An average of three magisterial inquiries are launched in Malta every day, and that says more about our country’s penchant for investigations by magistrates – largely a relic of colonial times – than the effectiveness of our justice system. In fact, many of these inquires drag on inordinately – more than 2,000 are currently active, according to figures submitted in Parliament, and some have remained unconcluded for more than 20 years.

Yet what is striking is not so much the delays – we have become inured to delays in all things associated with our courts – but that the Minister for Justice explained the reasons for the delays without announcing any new initiatives or measures of reform. (Experts, he said, had not completed investigations assigned to them, or witnesses hadn’t been tracked down or evidence had not been located.)

I would have expected the minister to grapple troublingly with the figures and take a critical look at the continued relevance of magisterial inquiries in the context of justice reform. The reform in the justice system – oft promised by this government, still undelivered in large part – requires much more than tweaking the systems and increasing the complement of magistrates. It requires holistically overhauling the systems that have become unwieldy and archaic.

In this sense the prevalence of magisterial inquiries is one of the most obvious spots for reform that can yield considerable benefits.

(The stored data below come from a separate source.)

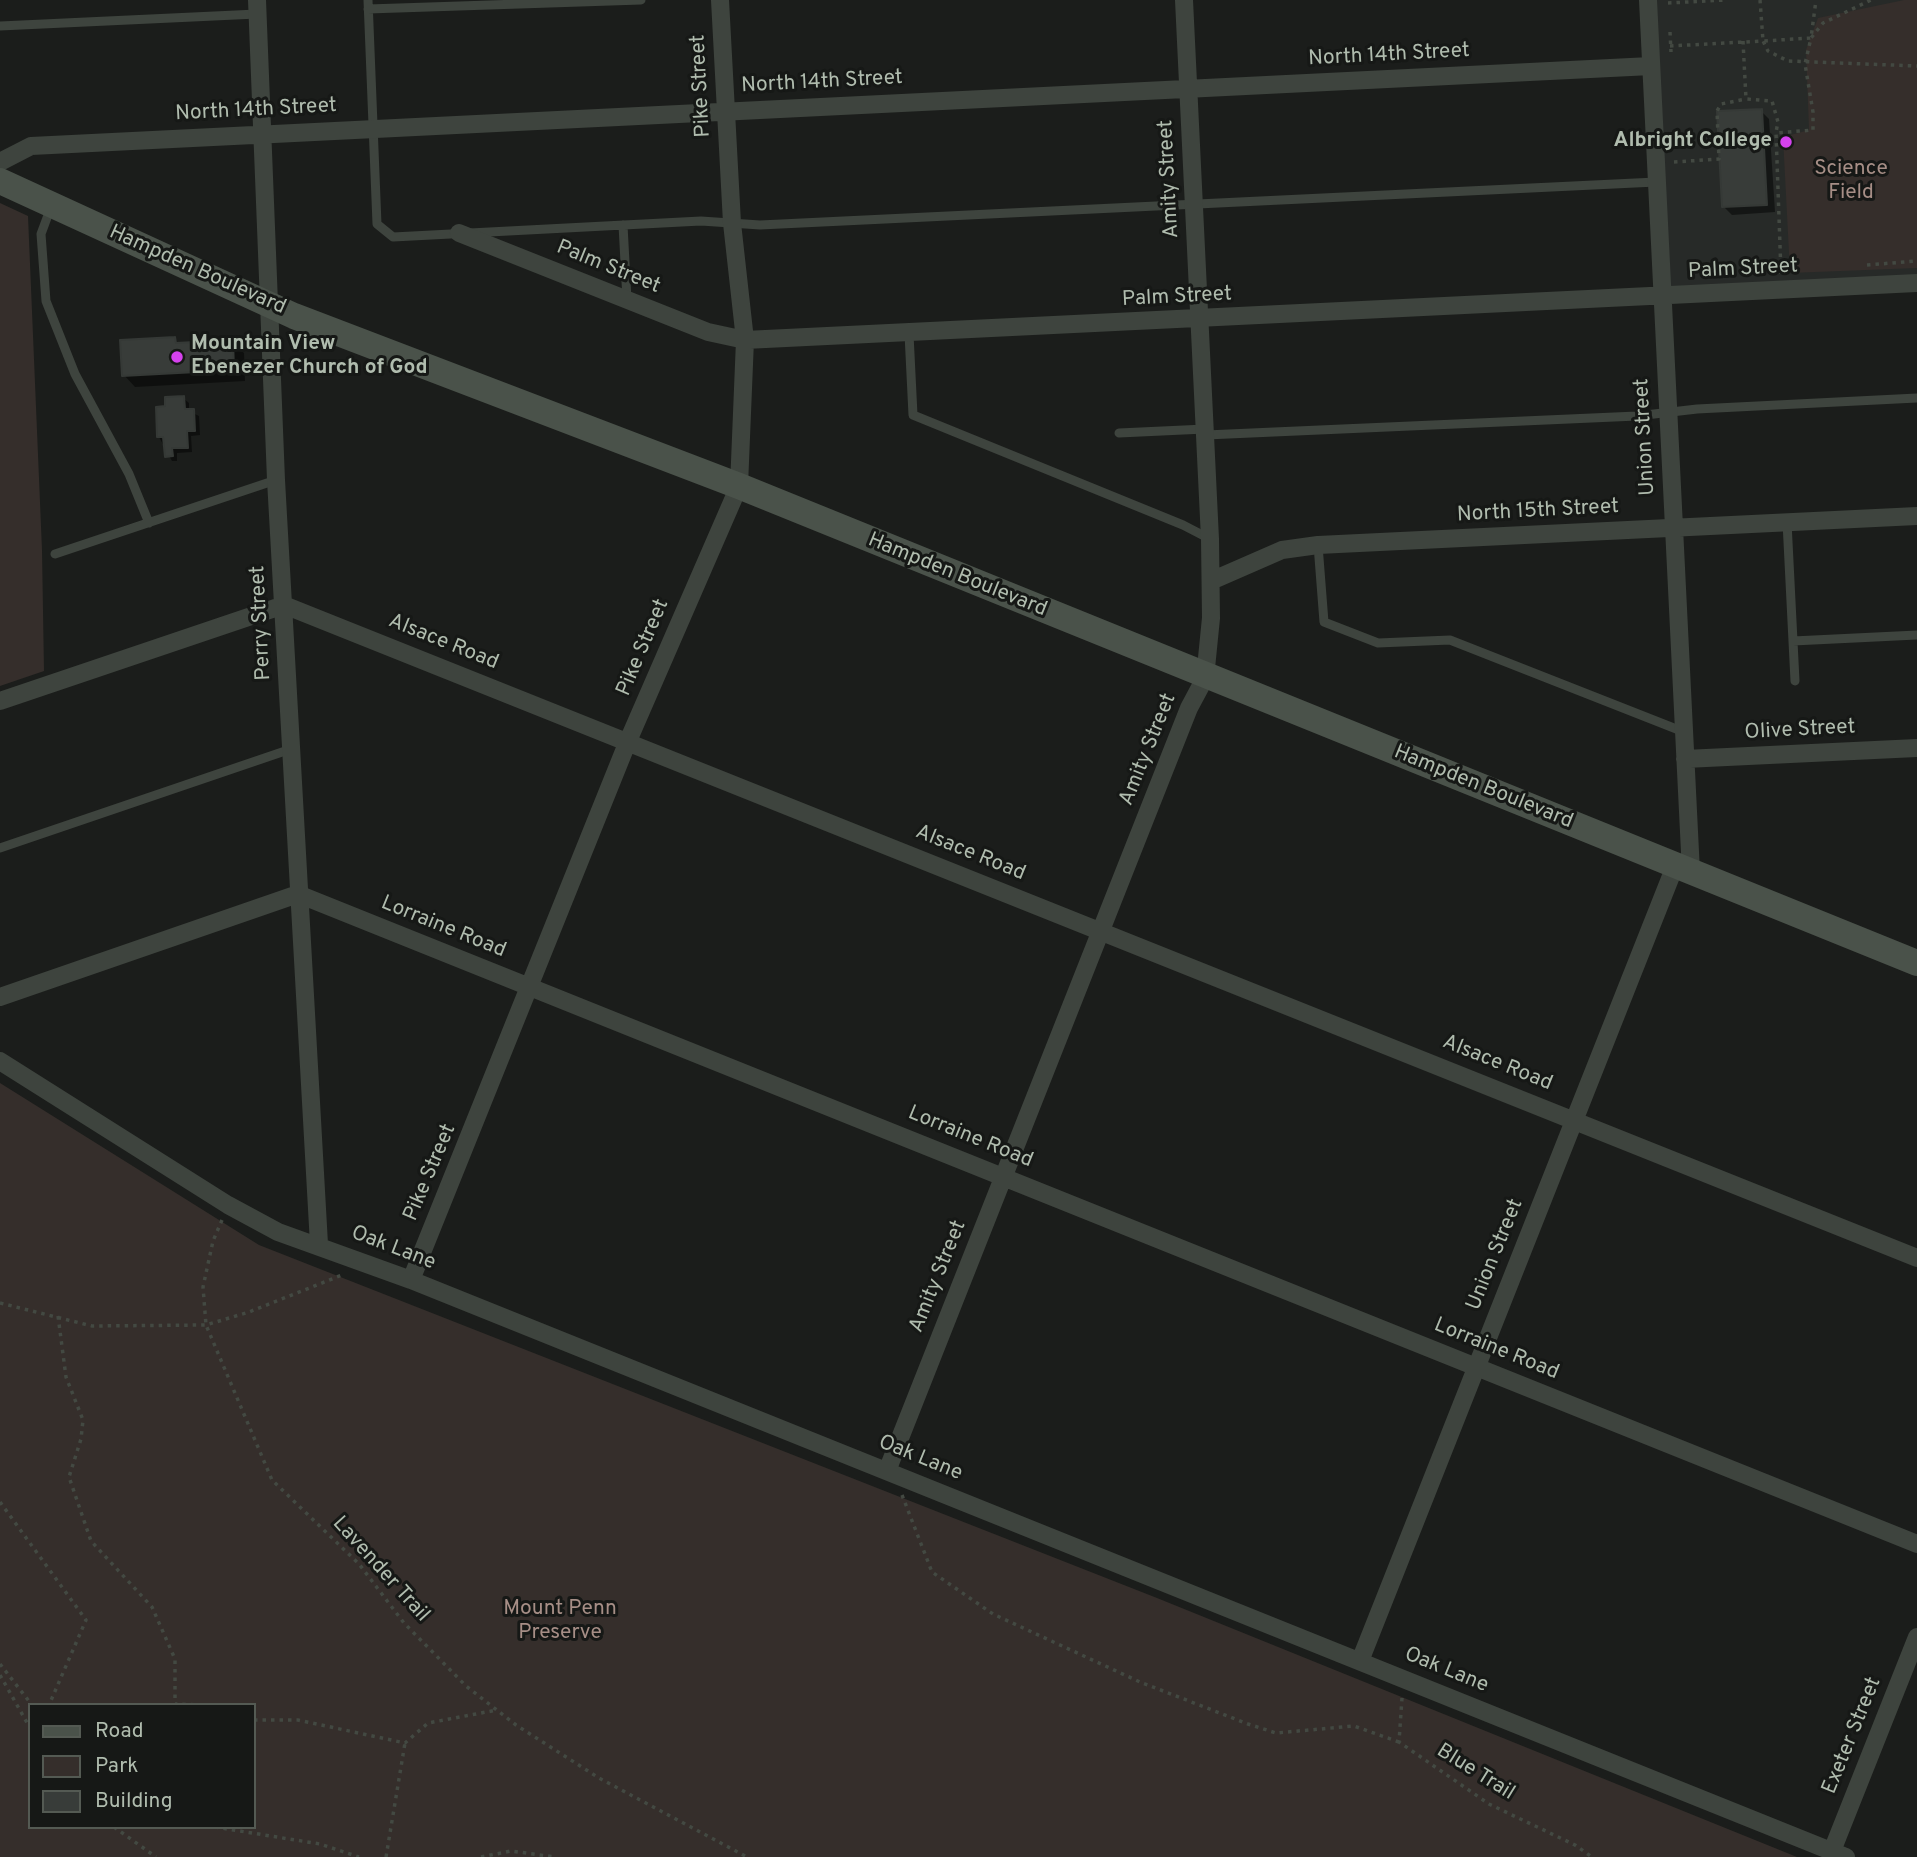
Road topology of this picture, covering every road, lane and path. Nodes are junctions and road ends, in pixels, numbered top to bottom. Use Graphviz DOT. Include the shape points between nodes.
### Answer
graph roads {
  1 [pos="641,0"];
  2 [pos="720,0"];
  3 [pos="1184,0"];
  4 [pos="1648,0"];
  5 [pos="1726,0"];
  6 [pos="1760,0"];
  7 [pos="1816,0"];
  8 [pos="1871,0"];
  9 [pos="1668,1"];
  10 [pos="368,5"];
  11 [pos="257,7"];
  12 [pos="1669,14"];
  13 [pos="1669,25"];
  14 [pos="0,26"];
  15 [pos="1811,38"];
  16 [pos="1743,41"];
  17 [pos="1763,41"];
  18 [pos="1670,47"];
  19 [pos="1671,59"];
  20 [pos="1805,64"];
  21 [pos="1651,66"];
  22 [pos="1917,66"];
  23 [pos="1189,89"];
  24 [pos="1746,99"];
  25 [pos="726,111"];
  26 [pos="373,127"];
  27 [pos="262,133"];
  28 [pos="1776,133"];
  29 [pos="1673,149"];
  30 [pos="0,162"];
  31 [pos="1674,162"];
  32 [pos="1674,175"];
  33 [pos="0,181"];
  34 [pos="1656,182"];
  35 [pos="1194,204"];
  36 [pos="51,205"];
  37 [pos="732,223"];
  38 [pos="623,225"];
  39 [pos="459,233"];
  40 [pos="1768,275"];
  41 [pos="1781,282"];
  42 [pos="1917,283"];
  43 [pos="1662,297"];
  44 [pos="627,300"];
  45 [pos="269,304"];
  46 [pos="1200,319"];
  47 [pos="909,334"];
  48 [pos="745,340"];
  49 [pos="1917,398"];
  50 [pos="1668,413"];
  51 [pos="1205,432"];
  52 [pos="1119,433"];
  53 [pos="276,480"];
  54 [pos="738,486"];
  55 [pos="1917,516"];
  56 [pos="1787,522"];
  57 [pos="149,523"];
  58 [pos="1673,528"];
  59 [pos="1210,539"];
  60 [pos="1318,545"];
  61 [pos="55,554"];
  62 [pos="1210,581"];
  63 [pos="284,605"];
  64 [pos="1917,635"];
  65 [pos="1793,641"];
  66 [pos="1205,678"];
  67 [pos="1796,681"];
  68 [pos="0,701"];
  69 [pos="1684,732"];
  70 [pos="628,741"];
  71 [pos="1917,748"];
  72 [pos="291,749"];
  73 [pos="1685,759"];
  74 [pos="0,848"];
  75 [pos="1683,869"];
  76 [pos="298,894"];
  77 [pos="1102,931"];
  78 [pos="1917,963"];
  79 [pos="531,988"];
  80 [pos="0,997"];
  81 [pos="0,1061"];
  82 [pos="1574,1120"];
  83 [pos="1003,1176"];
  84 [pos="228,1205"];
  85 [pos="319,1244"];
  86 [pos="1917,1258"];
  87 [pos="361,1261"];
  88 [pos="411,1280"];
  89 [pos="0,1303"];
  90 [pos="58,1317"];
  91 [pos="206,1325"];
  92 [pos="1476,1367"];
  93 [pos="893,1473"];
  94 [pos="0,1502"];
  95 [pos="1917,1544"];
  96 [pos="1917,1637"];
  97 [pos="1360,1661"];
  98 [pos="0,1664"];
  99 [pos="0,1675"];
  100 [pos="1405,1679"];
  101 [pos="30,1703"];
  102 [pos="50,1703"];
  103 [pos="175,1703"];
  104 [pos="497,1710"];
  105 [pos="256,1720"];
  106 [pos="28,1724"];
  107 [pos="1399,1742"];
  108 [pos="405,1743"];
  109 [pos="117,1829"];
  110 [pos="227,1829"];
  111 [pos="1839,1854"];
  112 [pos="156,1857"];
  113 [pos="359,1857"];
  114 [pos="386,1857"];
  115 [pos="481,1857"];
  116 [pos="555,1857"];
  117 [pos="747,1857"];
  118 [pos="1591,1857"];
  1 -- 10 [label="lane"];
  2 -- 25 [label="street, Pike Street"];
  3 -- 23 [label="street, Amity Street"];
  4 -- 21 [label="street, Union Street"];
  5 -- 9 [label="path"];
  6 -- 17 [label="path"];
  7 -- 15 [label="path"];
  8 -- 15 [label="path" via="1823,23"];
  9 -- 12 [label="path"];
  10 -- 26 [label="lane"];
  11 -- 14 [label="lane"];
  11 -- 27 [label="street, Perry Street"];
  13 -- 18 [label="path"];
  15 -- 17 [label="path"];
  15 -- 20 [label="path"];
  16 -- 17 [label="path"];
  16 -- 18 [label="path"];
  16 -- 24 [label="path"];
  17 -- 20 [label="path" via="1768,51"];
  18 -- 19 [label="path"];
  20 -- 22 [label="path"];
  20 -- 28 [label="path" via="1813,130"];
  21 -- 23 [label="street, North 14th Street"];
  21 -- 34 [label="street, Union Street"];
  23 -- 25 [label="street, North 14th Street"];
  23 -- 35 [label="street, Amity Street"];
  24 -- 28 [label="path" via="1772,101"];
  24 -- 31 [label="path" via="1721,104 1717,111 1719,159"];
  25 -- 26 [label="street, North 14th Street"];
  25 -- 37 [label="street, Pike Street"];
  26 -- 27 [label="street, North 14th Street"];
  26 -- 39 [label="lane" via="377,224 393,237"];
  27 -- 30 [label="street, North 14th Street" via="31,146"];
  27 -- 45 [label="street, Perry Street"];
  28 -- 41 [label="path"];
  29 -- 31 [label="path"];
  31 -- 32 [label="path"];
  33 -- 36 [label="main road, Hampden Boulevard"];
  34 -- 35 [label="lane"];
  34 -- 43 [label="street, Union Street"];
  35 -- 37 [label="lane"];
  35 -- 46 [label="street, Amity Street"];
  36 -- 45 [label="main road, Hampden Boulevard"];
  36 -- 57 [label="lane" via="41,234 46,301 75,374 129,474"];
  37 -- 38 [label="lane"];
  37 -- 48 [label="street, Pike Street"];
  38 -- 39 [label="lane"];
  38 -- 44 [label="lane"];
  39 -- 44 [label="street, Palm Street"];
  40 -- 41 [label="path"];
  41 -- 42 [label="street, Palm Street"];
  41 -- 43 [label="street, Palm Street"];
  43 -- 46 [label="street, Palm Street"];
  43 -- 50 [label="street, Union Street"];
  44 -- 48 [label="street, Palm Street" via="708,332"];
  45 -- 53 [label="street, Perry Street"];
  45 -- 54 [label="main road, Hampden Boulevard"];
  46 -- 47 [label="street, Palm Street"];
  46 -- 51 [label="street, Amity Street"];
  47 -- 48 [label="street, Palm Street"];
  47 -- 59 [label="lane" via="913,415"];
  48 -- 54 [label="street, Pike Street"];
  49 -- 50 [label="lane"];
  50 -- 51 [label="lane" via="1292,433"];
  50 -- 58 [label="street, Union Street"];
  51 -- 52 [label="lane"];
  51 -- 59 [label="street, Amity Street"];
  53 -- 57 [label="lane"];
  53 -- 63 [label="street, Perry Street"];
  54 -- 66 [label="main road, Hampden Boulevard"];
  54 -- 70 [label="street, Pike Street"];
  55 -- 56 [label="street, North 15th Street"];
  56 -- 58 [label="street, North 15th Street"];
  56 -- 65 [label="lane"];
  57 -- 61 [label="lane"];
  58 -- 60 [label="street, North 15th Street"];
  58 -- 69 [label="street, Union Street"];
  59 -- 62 [label="street, Amity Street"];
  60 -- 62 [label="street, North 15th Street" via="1282,550"];
  60 -- 69 [label="lane" via="1324,622 1378,643 1450,640"];
  62 -- 66 [label="street, Amity Street"];
  63 -- 68 [label="street"];
  63 -- 70 [label="street, Alsace Road"];
  63 -- 72 [label="street, Perry Street"];
  64 -- 65 [label="lane"];
  65 -- 67 [label="lane"];
  66 -- 75 [label="main road, Hampden Boulevard"];
  66 -- 77 [label="street, Amity Street" via="1189,708"];
  69 -- 73 [label="street, Union Street"];
  70 -- 77 [label="street, Alsace Road"];
  70 -- 79 [label="street, Pike Street"];
  71 -- 73 [label="street, Olive Street"];
  72 -- 74 [label="lane"];
  72 -- 76 [label="street, Perry Street"];
  73 -- 75 [label="street, Union Street"];
  75 -- 78 [label="main road, Hampden Boulevard"];
  75 -- 82 [label="street, Union Street"];
  76 -- 79 [label="street, Lorraine Road"];
  76 -- 80 [label="street"];
  76 -- 85 [label="street, Perry Street"];
  77 -- 82 [label="street, Alsace Road"];
  77 -- 83 [label="street, Amity Street"];
  79 -- 83 [label="street, Lorraine Road"];
  79 -- 88 [label="street, Pike Street"];
  81 -- 84 [label="street, Oak Lane"];
  82 -- 86 [label="street, Alsace Road"];
  82 -- 92 [label="street, Union Street"];
  83 -- 92 [label="street, Lorraine Road"];
  83 -- 93 [label="street, Amity Street"];
  84 -- 85 [label="street, Oak Lane" via="278,1232"];
  84 -- 91 [label="path, Lavender Trail" via="213,1241 203,1287"];
  85 -- 87 [label="street, Oak Lane"];
  87 -- 88 [label="street, Oak Lane"];
  87 -- 91 [label="path" via="338,1277"];
  88 -- 93 [label="street, Oak Lane"];
  89 -- 90 [label="path"];
  90 -- 91 [label="path" via="92,1326"];
  90 -- 103 [label="path" via="66,1377 83,1420 69,1477 91,1541 152,1607 175,1659"];
  91 -- 104 [label="path, Lavender Trail" via="272,1480 359,1564 404,1623 466,1686"];
  92 -- 95 [label="street, Lorraine Road"];
  92 -- 97 [label="street, Union Street"];
  93 -- 97 [label="street, Oak Lane"];
  93 -- 107 [label="path, Blue Trail" via="932,1572 992,1614 1140,1682 1248,1724 1276,1732 1354,1726"];
  94 -- 102 [label="path" via="86,1620"];
  96 -- 111 [label="street, Exeter Street"];
  97 -- 100 [label="street, Oak Lane"];
  98 -- 101 [label="path"];
  99 -- 106 [label="path"];
  100 -- 107 [label="path"];
  100 -- 111 [label="street, Oak Lane"];
  104 -- 108 [label="path" via="428,1723"];
  104 -- 117 [label="path, Lavender Trail" via="599,1778"];
  105 -- 108 [label="path" via="299,1720"];
  107 -- 118 [label="path, Blue Trail" via="1489,1804"];
  108 -- 114 [label="path"];
  109 -- 112 [label="path"];
  110 -- 113 [label="path" via="320,1844"];
  115 -- 116 [label="path" via="511,1851"];
}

In these inquiries, magistrates take charge of cases in which evidence has to be preserved in crimes punishable by a minimum of three years’ imprisonment, and also hold inquests into unexplained or sudden deaths. Death by falling down a cliff or suicide or household fire could be unexplained or have criminal implications; traffic fatalities can also bear criminal liability – in all these cases an inquest is launched by the duty magistrate.

More widely, magisterial inquiries are held virtually when any serious crimes happen or come to be known unexpectedly, in which evidence can be lost unless secured at speed. (I could simplify or generalise by saying that the only serious crimes beyond the remit of magisterial inquiries are those uncovered in the course of investigations by police over a period of time.)

The chief rationale, as already pointed out, is the immediate preservation of evidence. But in many crimes, evidence does not lie around awaiting preservation; evidence has to be discovered or extracted from witnesses or suspects, and the magistrate becomes something akin to the lead investigator who deploys the police and engages court experts in the investigation.

It is counterintuitive that magistrates should be transformed overnight into investigators-at-large without any training in criminology

In some cases, duplicate work ensues: the police take statements from suspects, the suspects are then separately interrogated again by magistrate-appointed experts. There is no set procedure for the sharing of notes between the police and the magistrate. The methodology of the inquiry is solely in the hands of the magistrate, and inquiries are secret – the police do not have access to reports or evidence gathered by the magistrate.

There is something oddly unscientific about magistrates running police-style investigations. It is counterintuitive that magistrates, who studied law and practised as lawyers prior to becoming magistrates, should be transformed over­night into quasi criminal investigators-at-large without any training in criminology. A magistrate is qualified in law; a police inspector is supposedly qualified in criminology – there is little doubt about who’s best qualified to lead investigations and gather evidence.

Another flaw is the absence of standard investigative methodology in magisterial inquiries. Each magistrate designs the investigative methodology and appoints the experts s/he deems fit. These individual designs may lead to variances that reinforce the widespread perception – which is only partly justified – that the courts are inconsistent or unjust. Such variances are less likely in police investigations given that senior police take the same criminology courses.

In fact, our predilection for widespread magisterial inquiries is anachronistic in modern criminal justice systems: the modern custom is to entrust criminal investigations in the hands of capable police forces and limit judicial inquiries to occurrences or incidents or accidents of public interest. (It’s judicial inquiries, not magisterial inquires – the latter is an obsolete coinage in English.) 

The magistrate’s role in these police investigations is best limited to issuing warrants for seizure and arrests and searches. Yet there could still be scope for limited, narrowly-defined magisterial inquiries. Corruption is an obvious candidate, especially because magistrates possess the clout and operational independence to take on powerful interests. The idea would be to task a couple of magistrates to specialise in investigating corruption. And deaths in prison or in police custody should also automatically trigger a judicial inquiry.

Yet any reform in this matter has to ameliorate the current limitations of the police. The police need a wider range of specialised units, and greater access to a wide range of experts, to carry out complex, specialised investigations or the gathering and analysis of evidence. Moreover, a unit of coroners can be created within the police to hold inquests into generic, unexplained deaths. 

In this way, freeing magistrates from the bulk of investigations would allow them to focus solely on their core court duties. It would more importantly serve to reduce their overburden of work, and expedite the infamously slow court processes in Malta.